- Обделяешь! - рычал Еропкин.

- Лишнее берешь! - вторил Смур.

- Воюй сам!

- Мне вор не нужен!

- Сам вор!

Насилу холопы растащили их. Еропкина к возу прижали, Смура - к стене и так неволили, покуда из бойцов пыл-жар не вышел.

- Да подавись ты своими груздями, - пожелал Смуру Еропкин, переведя дух.

- Своими, именно, - кивнул Смур. - Я лишнего не дам. Желаешь служить - служи по уговору.

- Теперь уговор другой будет, - подбоченился Еропкин. - Еще двоих холопов мне дашь. Один - ключник и для всякого обиходу, другой - стряпню стряпать. А грабить соседей станем - мне десятину и с грабежу. Согласен холопей с возами пришлешь, нет - я шапку в охапку. Володетелей много, выберу наищедрого.

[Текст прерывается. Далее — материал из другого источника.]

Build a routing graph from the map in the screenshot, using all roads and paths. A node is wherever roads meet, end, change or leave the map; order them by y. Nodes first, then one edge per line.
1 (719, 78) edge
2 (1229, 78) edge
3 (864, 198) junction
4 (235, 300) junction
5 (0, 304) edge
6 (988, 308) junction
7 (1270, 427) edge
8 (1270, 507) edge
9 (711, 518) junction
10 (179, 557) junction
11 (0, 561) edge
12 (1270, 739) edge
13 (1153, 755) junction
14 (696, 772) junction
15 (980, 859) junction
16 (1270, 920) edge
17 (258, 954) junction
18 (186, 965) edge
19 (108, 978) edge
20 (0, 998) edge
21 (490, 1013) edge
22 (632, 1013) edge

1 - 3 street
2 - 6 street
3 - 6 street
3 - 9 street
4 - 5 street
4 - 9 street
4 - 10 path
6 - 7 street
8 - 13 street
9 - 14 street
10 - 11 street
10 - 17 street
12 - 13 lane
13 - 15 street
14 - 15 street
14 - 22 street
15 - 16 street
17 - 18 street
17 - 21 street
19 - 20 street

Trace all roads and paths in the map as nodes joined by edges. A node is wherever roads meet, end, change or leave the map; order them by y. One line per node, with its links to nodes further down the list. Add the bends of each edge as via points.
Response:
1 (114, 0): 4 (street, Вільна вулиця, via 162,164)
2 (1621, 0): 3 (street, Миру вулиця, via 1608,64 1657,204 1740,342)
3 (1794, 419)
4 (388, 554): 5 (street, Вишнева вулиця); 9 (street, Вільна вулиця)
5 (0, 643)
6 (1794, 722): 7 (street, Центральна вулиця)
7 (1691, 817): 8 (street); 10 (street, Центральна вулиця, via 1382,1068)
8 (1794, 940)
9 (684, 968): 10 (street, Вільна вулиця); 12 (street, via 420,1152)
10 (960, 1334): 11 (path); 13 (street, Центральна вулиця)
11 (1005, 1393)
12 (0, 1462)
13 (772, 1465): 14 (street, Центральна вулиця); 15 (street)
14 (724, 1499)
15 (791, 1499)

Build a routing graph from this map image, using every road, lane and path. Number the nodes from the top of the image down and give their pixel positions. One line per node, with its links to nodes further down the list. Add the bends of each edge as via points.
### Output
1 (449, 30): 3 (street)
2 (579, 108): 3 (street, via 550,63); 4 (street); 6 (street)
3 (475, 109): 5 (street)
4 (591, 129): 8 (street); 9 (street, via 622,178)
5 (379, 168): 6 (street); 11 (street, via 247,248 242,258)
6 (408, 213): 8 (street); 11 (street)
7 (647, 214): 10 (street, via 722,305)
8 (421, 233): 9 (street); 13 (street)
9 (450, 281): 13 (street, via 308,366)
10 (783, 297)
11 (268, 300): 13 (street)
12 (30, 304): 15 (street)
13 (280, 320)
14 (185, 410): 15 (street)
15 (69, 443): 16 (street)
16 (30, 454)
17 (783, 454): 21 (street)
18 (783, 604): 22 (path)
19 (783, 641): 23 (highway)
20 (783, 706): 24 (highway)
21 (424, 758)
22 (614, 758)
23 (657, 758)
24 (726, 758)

Отродясь Еропкин подобно не перечил ни князьям-воеводам, ни боярам, никому, кто был выше его по достатку и значимости. Писцу-подьячему, щелкоперу, крапивному семени, когда случалось забрести в Поместный приказ, и то кланялся, раболепствуя, в глаза заглядывал, указующее слово ловил, выслушав - не перечил, помнил: жалует царь, да не жалует псарь. А тут никакой боязни, шагает себе, с пяточки на носок сапожок ставит, плечиками покачивает. Чует, как Смур взглядом затылок сверлит, да силы в том взгляде нет. На его, Еропкина, стороне сила. Вот осерчает вконец да и махнет через острог - и ступай, Смур, сам стеречь сено, ползать промеж стожков, резать соседей. Ножик, вишь, обронил, Аника-воин! Богу своему молись, что сосед квелый попался, тут же тебя не порешил. В потасовке ножик не обронить искусство!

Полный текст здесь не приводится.